I spent my first month jogging around the outside wall of the base, holding target practice at the firing range, and trying to convince other men to join me. Most of the men laughed at the idea of drilling. Godfrey and Dalmer would not even discuss it. One corporal, Lars Rickman, came out and trained with me twice, but he quickly lost interest.
After six weeks I gave up on training alone and took my first trip into Morrowtown. Godfrey congratulated me on having more starch than Hutchins. The last new recruit before me, Hutchins, stopped training after less than one week. Life around the outpost became friendlier after I said I would go to Morrowtown.
Located a mere two hundred miles west of our outpost, Morrowtown had sixty thousand residents. On Gobi, it was the big league.
A word about our trucks—they were open-air transports with no armor and no guns. Beside the trucks, the only other vehicle in our motor pool was a dilapidated tank, generally referred to as “Godfrey’s Go-Cart,” that sat up to its axles in mud in the center of our courtyard. Oil trickled from the Go-Cart’s crank case and seeped into the pond; but as Dalmer often reminded us, “It all gets filtered out.”
Our trucks could have passed for farm equipment except that they had tank treads instead of tires. They were flatbeds with removable benches. Sizing up these twenty-foot-long Jurassic beasts, I could not begin to guess their age. They might have arrived with the first ship to land on Gobi.
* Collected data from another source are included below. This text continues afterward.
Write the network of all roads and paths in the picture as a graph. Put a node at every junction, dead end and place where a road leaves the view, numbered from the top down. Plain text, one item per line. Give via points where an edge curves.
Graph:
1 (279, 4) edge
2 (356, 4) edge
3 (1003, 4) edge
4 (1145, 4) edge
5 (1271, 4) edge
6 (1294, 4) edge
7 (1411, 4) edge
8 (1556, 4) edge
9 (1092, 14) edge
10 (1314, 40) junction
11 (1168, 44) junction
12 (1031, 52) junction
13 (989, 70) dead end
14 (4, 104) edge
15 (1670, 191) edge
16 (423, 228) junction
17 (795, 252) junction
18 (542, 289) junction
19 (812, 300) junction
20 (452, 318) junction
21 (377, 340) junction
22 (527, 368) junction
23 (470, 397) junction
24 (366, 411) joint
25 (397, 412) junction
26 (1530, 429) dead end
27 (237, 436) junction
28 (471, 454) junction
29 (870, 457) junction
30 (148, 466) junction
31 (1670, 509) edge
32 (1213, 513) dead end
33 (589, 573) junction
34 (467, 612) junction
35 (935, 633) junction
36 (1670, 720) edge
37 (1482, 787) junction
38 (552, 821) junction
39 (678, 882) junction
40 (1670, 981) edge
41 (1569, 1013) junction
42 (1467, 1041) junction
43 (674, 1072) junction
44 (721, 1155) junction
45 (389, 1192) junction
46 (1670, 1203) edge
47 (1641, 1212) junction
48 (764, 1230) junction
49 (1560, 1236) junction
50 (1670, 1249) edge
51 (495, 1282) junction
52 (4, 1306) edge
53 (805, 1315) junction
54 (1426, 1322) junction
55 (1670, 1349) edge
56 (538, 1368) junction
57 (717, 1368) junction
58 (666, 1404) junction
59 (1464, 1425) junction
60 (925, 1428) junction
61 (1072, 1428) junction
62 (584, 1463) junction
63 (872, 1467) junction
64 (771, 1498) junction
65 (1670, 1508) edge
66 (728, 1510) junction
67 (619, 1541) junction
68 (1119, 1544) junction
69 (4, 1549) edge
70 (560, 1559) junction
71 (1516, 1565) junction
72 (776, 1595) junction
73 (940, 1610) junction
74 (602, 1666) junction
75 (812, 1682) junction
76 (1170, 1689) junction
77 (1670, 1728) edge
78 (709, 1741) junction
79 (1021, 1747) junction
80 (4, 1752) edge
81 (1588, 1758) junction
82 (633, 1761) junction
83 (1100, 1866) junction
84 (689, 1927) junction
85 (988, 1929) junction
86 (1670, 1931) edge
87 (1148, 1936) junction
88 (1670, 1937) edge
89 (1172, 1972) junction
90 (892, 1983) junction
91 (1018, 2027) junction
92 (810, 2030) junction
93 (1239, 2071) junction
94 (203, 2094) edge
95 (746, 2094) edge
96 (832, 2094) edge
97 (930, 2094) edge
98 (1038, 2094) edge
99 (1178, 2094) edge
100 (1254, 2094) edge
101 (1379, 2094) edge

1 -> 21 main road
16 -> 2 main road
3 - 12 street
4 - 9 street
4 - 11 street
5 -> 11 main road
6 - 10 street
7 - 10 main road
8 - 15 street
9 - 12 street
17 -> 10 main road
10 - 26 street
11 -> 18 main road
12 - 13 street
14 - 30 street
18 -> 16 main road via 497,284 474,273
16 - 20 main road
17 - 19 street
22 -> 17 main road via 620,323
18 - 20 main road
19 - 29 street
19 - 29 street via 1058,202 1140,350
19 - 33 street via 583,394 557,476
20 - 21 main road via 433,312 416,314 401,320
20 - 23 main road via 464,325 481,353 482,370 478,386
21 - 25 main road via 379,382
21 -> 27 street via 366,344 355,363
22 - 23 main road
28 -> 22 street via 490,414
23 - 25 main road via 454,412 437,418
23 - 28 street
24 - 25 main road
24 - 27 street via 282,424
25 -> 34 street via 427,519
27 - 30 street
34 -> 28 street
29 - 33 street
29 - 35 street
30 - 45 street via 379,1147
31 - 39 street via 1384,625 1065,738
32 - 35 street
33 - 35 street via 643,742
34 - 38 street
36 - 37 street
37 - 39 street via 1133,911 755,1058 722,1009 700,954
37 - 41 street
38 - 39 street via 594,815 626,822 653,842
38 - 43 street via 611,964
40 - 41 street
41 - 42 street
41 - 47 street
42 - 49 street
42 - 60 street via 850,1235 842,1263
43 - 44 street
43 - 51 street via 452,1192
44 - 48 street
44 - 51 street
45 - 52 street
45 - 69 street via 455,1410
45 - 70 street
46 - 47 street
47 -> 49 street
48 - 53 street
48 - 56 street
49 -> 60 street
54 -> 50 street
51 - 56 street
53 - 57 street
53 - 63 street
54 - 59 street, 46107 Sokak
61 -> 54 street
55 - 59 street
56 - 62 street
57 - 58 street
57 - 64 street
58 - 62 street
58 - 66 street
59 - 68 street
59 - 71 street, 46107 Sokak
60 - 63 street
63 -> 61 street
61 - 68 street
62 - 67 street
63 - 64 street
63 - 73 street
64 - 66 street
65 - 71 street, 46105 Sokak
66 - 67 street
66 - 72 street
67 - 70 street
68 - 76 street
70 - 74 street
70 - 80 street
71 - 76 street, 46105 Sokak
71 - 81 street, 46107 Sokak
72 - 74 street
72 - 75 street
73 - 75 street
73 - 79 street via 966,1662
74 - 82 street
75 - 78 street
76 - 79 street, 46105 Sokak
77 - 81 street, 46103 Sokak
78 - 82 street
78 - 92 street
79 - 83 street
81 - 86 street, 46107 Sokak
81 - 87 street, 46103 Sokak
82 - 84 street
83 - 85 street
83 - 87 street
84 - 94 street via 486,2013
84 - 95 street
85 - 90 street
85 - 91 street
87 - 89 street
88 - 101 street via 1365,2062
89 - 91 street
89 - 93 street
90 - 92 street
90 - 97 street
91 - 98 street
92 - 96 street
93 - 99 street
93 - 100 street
“Shouldn’t these have guns or rockets mounted on them?” I asked Rickman, as we loaded up.
“Why?” he asked, looking mildly interested. He was the only man stationed on Gobi who even partially resembled a Marine. Not only had he at least attempted to train with me, he still polished his armor and carried a sidearm. When I did not answer his question about why we might want to carry a rocket launcher on the trucks, however, he mumbled something about hating fresh recruits.
Rickman was a clone, of course. All of the other Marines on Gobi were clones. Like Godfrey, Rickman had bleached hair and a gaunt face. The only Marine that Gobi had not made thin was Taj Guttman. Guttman had grown so fat that he no longer fit into his armor. He did not bother with his leg shields or boots; and he fastened his chestplate only at the top, wearing it around his neck like a stiff poncho. I doubt he would have bothered with armor if it were not for the climate controls in the bodysuit. Godfrey referred to Guttman as “Four-Cheeks,” meaning he had enough ass for two men. The name stuck, and everybody used it.
As the new kid on base, I got to sit next to Guttman as we drove to Morrowtown. He only talked about one thing— poker. I had never played cards. No one gambled at UAO #553. We talked about gambling and how much we would enjoy it, but young clones are not much for breaking rules. As the lone human in the orphanage, I had tried my best to blend in.
We didn’t play cards in boot camp, either. Until I arrived on Gobi, I assumed that all Marines trained hard and obeyed the rules. Of course, none of these Marines knew they were clones. Straight out of the tube, combat clones had brown hair and brown eyes, but through the miracle of neural programming, they thought of themselves as natural-born people with blond hair and blue eyes. That was how they saw themselves, too. When clones looked at themselves in the mirror, they saw blond hair and blue. God knows how the scientists pulled that off, but they did. And since clones were also hardwired not to speak about cloning among themselves, orphanages managed to raise thousands of clones without one clone telling the next he was synthetic.